India has problems: the contested autonomy of Kashmir, insurgency within tribal-dominated North-Eastern India, rebellion inspired in Central India and assertive anti-caste movements. The global discourse of terror that entered this scenario was taken up by the elite upper-caste Hindutva forces. Abetted by the mass media, this reinvigorated a nationalistic patriotic fervour as exemplified by Bollywood movies adopting a narrative of the patriotic Indian versus the terrorist Muslim.

All of this made it easier to enforce a draconian legislation like the UAPA – Unlawful Activities Prevention Act – and to clamp down on, and criminalise, dissent. Many public figures, including noted Booker Prize winner Arundhati Roy, were charged with ‘sedition’ for attending a public seminar in New Delhi that discussed the turmoil in Kashmir.

In 2007, Dr Binayak Sen was also charged with sedition and under the UAPA, among others. He works in Bagrumnala, a remote village in Chattisgarh inhabited by tribal people displaced by a dam on the Mahanadi River. His key contributions lie in promoting not only health services but also the social determinants of health with particular emphasis on addressing tuberculosis and malaria. Thus, he ‘diagnosed’ the ill-health of the community as being a function of the larger political economy, the very unequal conflict between capitalist interests and those of ordinary people when ‘development’ displaces Indigenous people living in resource-rich regions.

While previously seen by the state of Chattisgarh as an expert in health care planning, Dr Sen's criticisms of development and his support for non-upper caste victims has made him ‘undesirable’.
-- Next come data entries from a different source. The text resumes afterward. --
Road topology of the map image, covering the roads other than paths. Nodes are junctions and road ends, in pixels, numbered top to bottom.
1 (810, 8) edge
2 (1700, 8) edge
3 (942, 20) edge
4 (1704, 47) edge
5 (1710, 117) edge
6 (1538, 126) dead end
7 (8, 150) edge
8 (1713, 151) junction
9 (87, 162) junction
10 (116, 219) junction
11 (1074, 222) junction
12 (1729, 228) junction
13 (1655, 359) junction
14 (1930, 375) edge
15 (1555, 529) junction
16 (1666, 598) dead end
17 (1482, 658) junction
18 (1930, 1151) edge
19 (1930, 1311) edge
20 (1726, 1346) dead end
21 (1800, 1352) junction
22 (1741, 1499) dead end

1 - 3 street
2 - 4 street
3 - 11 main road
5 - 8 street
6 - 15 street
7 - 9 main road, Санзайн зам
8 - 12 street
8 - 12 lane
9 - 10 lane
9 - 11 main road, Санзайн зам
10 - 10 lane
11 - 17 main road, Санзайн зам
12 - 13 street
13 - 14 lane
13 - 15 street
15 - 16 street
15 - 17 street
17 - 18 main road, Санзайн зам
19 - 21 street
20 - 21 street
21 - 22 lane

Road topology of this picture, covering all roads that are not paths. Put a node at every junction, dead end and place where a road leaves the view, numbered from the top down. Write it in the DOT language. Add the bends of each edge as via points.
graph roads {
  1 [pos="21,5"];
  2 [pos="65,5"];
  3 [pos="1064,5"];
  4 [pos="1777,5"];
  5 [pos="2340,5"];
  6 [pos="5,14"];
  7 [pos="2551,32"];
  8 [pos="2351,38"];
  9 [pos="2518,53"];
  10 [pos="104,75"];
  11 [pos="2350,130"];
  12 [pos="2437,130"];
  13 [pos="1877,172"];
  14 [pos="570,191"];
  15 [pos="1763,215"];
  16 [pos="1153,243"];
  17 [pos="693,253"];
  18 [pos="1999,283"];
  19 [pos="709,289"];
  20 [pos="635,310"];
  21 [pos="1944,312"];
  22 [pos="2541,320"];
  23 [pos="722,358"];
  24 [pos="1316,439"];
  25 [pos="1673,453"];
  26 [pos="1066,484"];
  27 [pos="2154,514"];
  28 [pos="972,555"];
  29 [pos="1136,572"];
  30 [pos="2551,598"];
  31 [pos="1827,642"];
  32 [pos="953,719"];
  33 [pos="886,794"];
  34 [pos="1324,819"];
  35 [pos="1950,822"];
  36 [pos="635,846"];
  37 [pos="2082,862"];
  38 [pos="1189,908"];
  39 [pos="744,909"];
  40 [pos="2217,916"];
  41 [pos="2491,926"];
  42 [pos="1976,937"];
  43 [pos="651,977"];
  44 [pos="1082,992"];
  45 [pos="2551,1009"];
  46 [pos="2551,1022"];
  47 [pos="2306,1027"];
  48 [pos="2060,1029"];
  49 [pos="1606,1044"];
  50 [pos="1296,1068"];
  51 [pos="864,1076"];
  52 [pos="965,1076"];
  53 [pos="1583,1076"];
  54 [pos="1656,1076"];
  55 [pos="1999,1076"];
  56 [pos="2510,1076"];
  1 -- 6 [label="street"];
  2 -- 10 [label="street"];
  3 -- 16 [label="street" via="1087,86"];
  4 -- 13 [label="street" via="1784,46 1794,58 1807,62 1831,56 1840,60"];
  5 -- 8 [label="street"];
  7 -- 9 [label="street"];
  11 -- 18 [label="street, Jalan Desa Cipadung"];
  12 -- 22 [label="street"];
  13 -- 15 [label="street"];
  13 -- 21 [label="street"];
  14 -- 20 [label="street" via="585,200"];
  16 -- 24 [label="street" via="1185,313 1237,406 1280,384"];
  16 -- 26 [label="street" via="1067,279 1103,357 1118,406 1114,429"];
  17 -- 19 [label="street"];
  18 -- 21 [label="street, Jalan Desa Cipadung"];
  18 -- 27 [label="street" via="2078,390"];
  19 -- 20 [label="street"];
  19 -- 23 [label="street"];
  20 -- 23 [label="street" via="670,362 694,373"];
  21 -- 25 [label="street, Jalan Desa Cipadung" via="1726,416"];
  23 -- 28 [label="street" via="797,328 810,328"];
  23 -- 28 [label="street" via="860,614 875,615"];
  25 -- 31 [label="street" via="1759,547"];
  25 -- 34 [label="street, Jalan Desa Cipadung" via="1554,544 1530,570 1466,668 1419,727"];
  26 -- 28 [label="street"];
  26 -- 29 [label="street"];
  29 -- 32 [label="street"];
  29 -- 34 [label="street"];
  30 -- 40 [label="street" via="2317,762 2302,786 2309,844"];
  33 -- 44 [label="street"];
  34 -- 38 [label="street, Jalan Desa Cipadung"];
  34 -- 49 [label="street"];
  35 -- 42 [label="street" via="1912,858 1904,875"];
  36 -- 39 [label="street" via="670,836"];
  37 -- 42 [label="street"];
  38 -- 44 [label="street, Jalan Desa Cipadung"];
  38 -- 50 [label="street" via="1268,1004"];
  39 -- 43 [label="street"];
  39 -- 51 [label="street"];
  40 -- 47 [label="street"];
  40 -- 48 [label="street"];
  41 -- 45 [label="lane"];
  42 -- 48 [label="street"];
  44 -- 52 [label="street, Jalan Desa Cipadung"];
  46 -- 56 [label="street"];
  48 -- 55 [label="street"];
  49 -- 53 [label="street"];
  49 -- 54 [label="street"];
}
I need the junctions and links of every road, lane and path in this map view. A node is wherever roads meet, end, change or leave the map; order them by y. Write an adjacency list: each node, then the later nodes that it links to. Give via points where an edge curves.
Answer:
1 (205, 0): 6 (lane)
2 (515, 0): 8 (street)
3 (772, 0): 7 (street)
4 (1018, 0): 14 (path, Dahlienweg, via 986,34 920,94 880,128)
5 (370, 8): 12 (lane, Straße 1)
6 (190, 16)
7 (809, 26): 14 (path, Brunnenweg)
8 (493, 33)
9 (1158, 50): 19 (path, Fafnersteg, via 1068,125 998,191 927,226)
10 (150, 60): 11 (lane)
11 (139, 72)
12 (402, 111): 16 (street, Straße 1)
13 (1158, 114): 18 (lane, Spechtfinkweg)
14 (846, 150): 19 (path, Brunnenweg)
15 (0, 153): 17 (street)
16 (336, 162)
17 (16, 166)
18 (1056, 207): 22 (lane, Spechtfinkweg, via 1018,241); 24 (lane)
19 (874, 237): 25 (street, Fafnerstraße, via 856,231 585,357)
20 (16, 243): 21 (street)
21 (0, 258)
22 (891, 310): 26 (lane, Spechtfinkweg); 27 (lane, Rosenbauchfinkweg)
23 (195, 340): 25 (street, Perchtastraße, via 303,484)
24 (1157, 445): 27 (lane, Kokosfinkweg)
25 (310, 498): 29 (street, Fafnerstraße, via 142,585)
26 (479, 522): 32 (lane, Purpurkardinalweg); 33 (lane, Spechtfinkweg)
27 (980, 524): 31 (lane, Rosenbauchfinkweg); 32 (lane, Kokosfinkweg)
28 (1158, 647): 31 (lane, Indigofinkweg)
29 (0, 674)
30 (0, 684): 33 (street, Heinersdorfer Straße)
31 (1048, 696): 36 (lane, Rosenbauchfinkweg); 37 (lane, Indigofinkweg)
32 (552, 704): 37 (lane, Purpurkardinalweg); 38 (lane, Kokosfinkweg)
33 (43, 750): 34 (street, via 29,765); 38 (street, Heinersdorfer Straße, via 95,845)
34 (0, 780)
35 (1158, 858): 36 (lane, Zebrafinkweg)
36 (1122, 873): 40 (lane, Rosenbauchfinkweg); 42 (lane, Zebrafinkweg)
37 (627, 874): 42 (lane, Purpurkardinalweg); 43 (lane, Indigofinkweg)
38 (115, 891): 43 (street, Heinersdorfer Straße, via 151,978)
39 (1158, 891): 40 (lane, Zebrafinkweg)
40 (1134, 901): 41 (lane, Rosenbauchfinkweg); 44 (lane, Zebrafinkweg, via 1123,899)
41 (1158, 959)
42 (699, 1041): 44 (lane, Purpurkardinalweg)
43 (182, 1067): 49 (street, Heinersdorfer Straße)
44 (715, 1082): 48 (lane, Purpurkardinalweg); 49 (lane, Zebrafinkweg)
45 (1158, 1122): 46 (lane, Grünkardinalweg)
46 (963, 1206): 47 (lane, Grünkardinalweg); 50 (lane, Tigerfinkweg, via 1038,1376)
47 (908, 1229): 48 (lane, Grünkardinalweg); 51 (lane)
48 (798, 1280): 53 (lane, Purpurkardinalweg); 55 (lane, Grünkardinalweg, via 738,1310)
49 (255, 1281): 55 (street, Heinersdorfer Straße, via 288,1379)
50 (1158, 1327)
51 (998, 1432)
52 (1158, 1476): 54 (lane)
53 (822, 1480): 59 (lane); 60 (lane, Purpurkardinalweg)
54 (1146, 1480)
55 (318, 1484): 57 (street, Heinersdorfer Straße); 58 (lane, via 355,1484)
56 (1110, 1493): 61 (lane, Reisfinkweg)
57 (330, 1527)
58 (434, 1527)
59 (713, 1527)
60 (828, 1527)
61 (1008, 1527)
Today, the state has conspired to deprive its own citizens of health care by running down Dr Sen's hospital. At the same time, ‘the silence of the medical fraternity in India on the corporatisation of the healthcare’ smacks of their fear of antagonising the government over its development plans.1

Our contention is that these are the inevitable fall-outs of a system that has criminalised dissent which is in turn aided by the discourse on terrorism post-9/11 and which has inter alia served corporate interests. When it comes to public health, we cannot ignore the question of who is more sick here. The system or the people?